• Directions for this task: Below are records; how many of their lines contain "Космонавтов"? Reply with the number and no other words.

• Supplied material:
========================

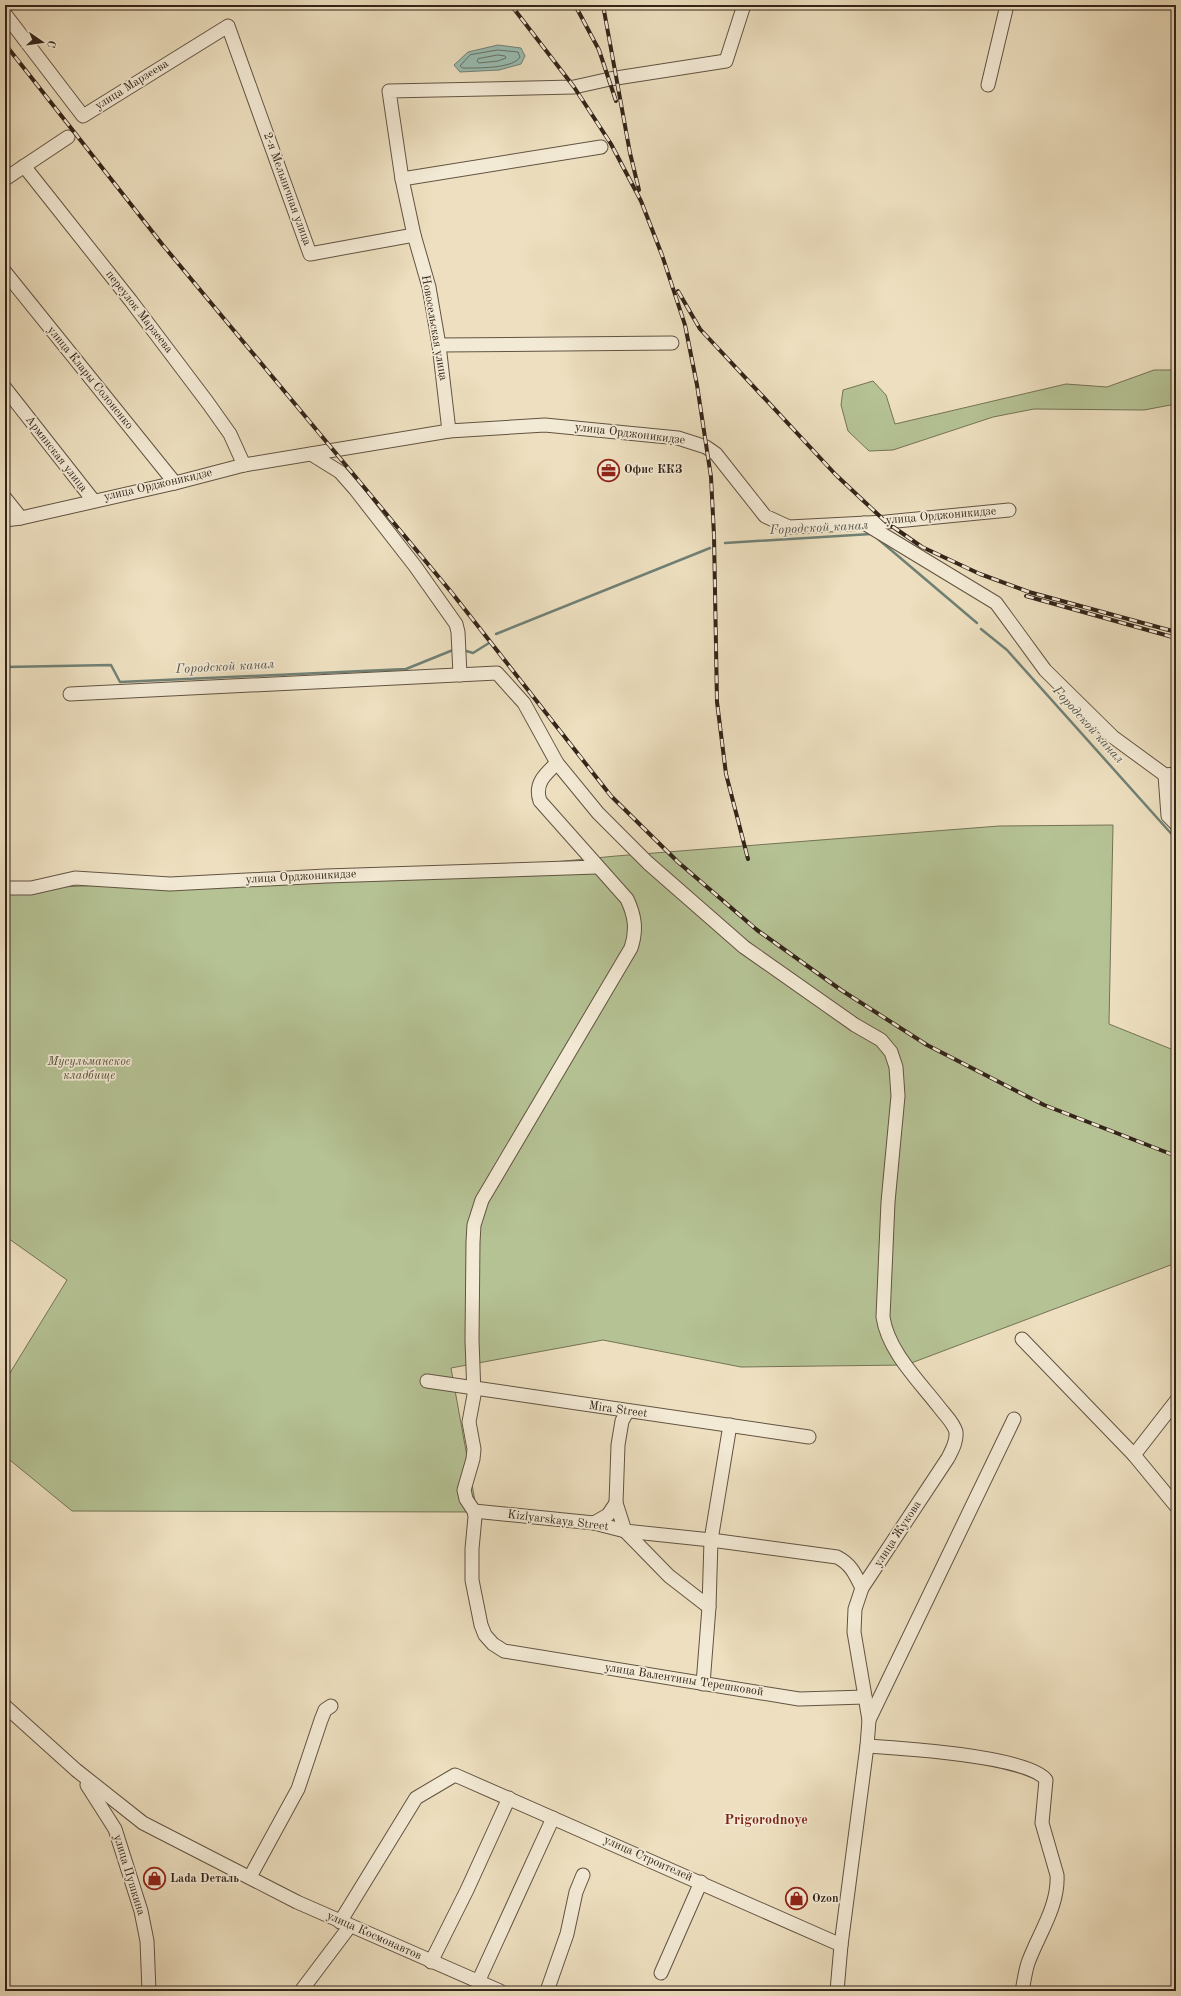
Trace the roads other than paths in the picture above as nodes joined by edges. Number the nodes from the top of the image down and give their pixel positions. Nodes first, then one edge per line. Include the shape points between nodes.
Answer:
1 (744, 5) edge
2 (1007, 5) edge
3 (5, 14) edge
4 (228, 26) joint
5 (988, 85) dead end
6 (68, 137) dead end
7 (600, 147) dead end
8 (24, 166) junction
9 (402, 178) junction
10 (5, 179) edge
11 (414, 235) junction
12 (5, 272) edge
13 (672, 343) dead end
14 (439, 345) junction
15 (5, 388) edge
16 (449, 431) junction
17 (312, 454) junction
18 (244, 465) junction
19 (175, 483) junction
20 (5, 498) edge
21 (93, 500) junction
22 (1009, 510) dead end
23 (21, 518) junction
24 (5, 520) edge
25 (864, 523) junction
26 (460, 675) junction
27 (70, 694) dead end
28 (557, 762) junction
29 (1170, 774) edge
30 (1176, 824) edge
31 (597, 867) junction
32 (5, 888) edge
33 (1022, 1339) dead end
34 (427, 1381) dead end
35 (474, 1388) junction
36 (1176, 1402) edge
37 (627, 1412) junction
38 (1014, 1419) dead end
39 (730, 1425) junction
40 (809, 1437) dead end
41 (1134, 1455) junction
42 (616, 1502) junction
43 (1176, 1506) edge
44 (474, 1511) junction
45 (594, 1524) junction
46 (625, 1531) junction
47 (710, 1540) junction
48 (862, 1588) junction
49 (709, 1607) junction
50 (703, 1684) junction
51 (865, 1697) junction
52 (5, 1706) edge
53 (331, 1706) dead end
54 (869, 1720) junction
55 (867, 1746) junction
56 (76, 1770) junction
57 (509, 1798) junction
58 (553, 1818) junction
59 (143, 1823) joint
60 (583, 1875) dead end
61 (250, 1878) junction
62 (701, 1882) junction
63 (345, 1924) junction
64 (841, 1945) junction
65 (431, 1962) junction
66 (660, 1973) dead end
67 (478, 1982) junction
68 (150, 1991) edge
69 (301, 1991) edge
70 (500, 1991) edge
71 (547, 1991) edge
72 (837, 1991) edge
73 (1022, 1991) edge

1 - 9 street, Новосельская улица via 726,61 574,87 389,91
2 - 5 street
3 - 4 street, улица Марзеева via 83,116
4 - 11 street, 2-я Мельничная улица via 310,254
6 - 8 street
7 - 9 street
8 - 10 street
8 - 18 street, переулок Марзеева via 208,403 230,434
9 - 11 street, Новосельская улица
11 - 14 street, Новосельская улица via 429,287
12 - 19 street, улица Клары Солоненко
13 - 14 street
14 - 16 street, Новосельская улица
15 - 21 street, Армянская улица
16 - 17 street, улица Орджоникидзе
16 - 25 street, улица Орджоникидзе via 546,425 678,438 706,447 716,454 765,516 789,527
17 - 18 street, улица Орджоникидзе
17 - 26 street via 340,472 415,566 456,624
18 - 19 street, улица Орджоникидзе
19 - 21 street, улица Орджоникидзе
20 - 23 street
21 - 23 street, улица Орджоникидзе
22 - 25 street, улица Орджоникидзе
23 - 24 street, улица Орджоникидзе
25 - 29 street via 996,603 1051,675 1113,737
26 - 27 street
26 - 28 street via 497,673 524,703
28 - 31 street via 539,784 540,802
28 - 48 street, улица Жукова via 598,813 648,862 744,947 855,1025 881,1040 891,1052 896,1067 898,1096 888,1202 883,1317 885,1329 908,1368 953,1425 956,1439 948,1458
29 - 30 street via 1168,816
31 - 32 street, улица Орджоникидзе via 170,884 75,878 31,888
31 - 35 street via 627,899 636,926 635,937 631,948 482,1200 474,1225 473,1242
33 - 41 street
34 - 35 street, Mira Street
35 - 37 street, Mira Street
35 - 44 street via 469,1422 474,1448 473,1459 464,1490 466,1499
36 - 41 street
37 - 39 street, Mira Street
37 - 42 street via 622,1421 618,1445
38 - 54 street, улица Жукова
39 - 40 street, Mira Street
39 - 47 street
41 - 43 street
42 - 45 street via 608,1515
42 - 46 street
44 - 45 street, Kizlyarskaya Street
44 - 50 street, улица Валентины Терешковой via 473,1587 481,1625 493,1644 504,1651
45 - 46 street, Kizlyarskaya Street
46 - 47 street
46 - 49 street, Kizlyarskaya Street via 669,1576
47 - 48 street via 837,1557 853,1570
47 - 49 street
48 - 51 street, улица Жукова via 855,1610 854,1632
49 - 50 street
50 - 51 street, улица Валентины Терешковой via 799,1700
51 - 54 street, улица Жукова
52 - 56 street, улица Пушкина
53 - 61 street via 325,1710 321,1720 298,1789
54 - 55 street, улица Жукова
55 - 64 street, улица Жукова
55 - 73 street via 961,1755 1015,1764 1043,1776 1046,1784 1042,1824 1057,1875 1057,1884 1054,1901 1027,1965
56 - 59 street, улица Пушкина
56 - 68 street, улица Пушкина via 97,1798 115,1829 142,1911
57 - 58 street, улица Строителей
57 - 63 street, улица Строителей via 455,1775 416,1798
57 - 65 street
58 - 62 street, улица Строителей
58 - 67 street
59 - 61 street, улица Космонавтов
60 - 71 street via 576,1892 567,1934
61 - 63 street, улица Космонавтов
62 - 64 street, улица Строителей
62 - 66 street
63 - 65 street, улица Космонавтов
63 - 69 street
64 - 72 street, улица Жукова
65 - 67 street, улица Космонавтов
67 - 70 street, улица Космонавтов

========================

• Solution to the exercise: 5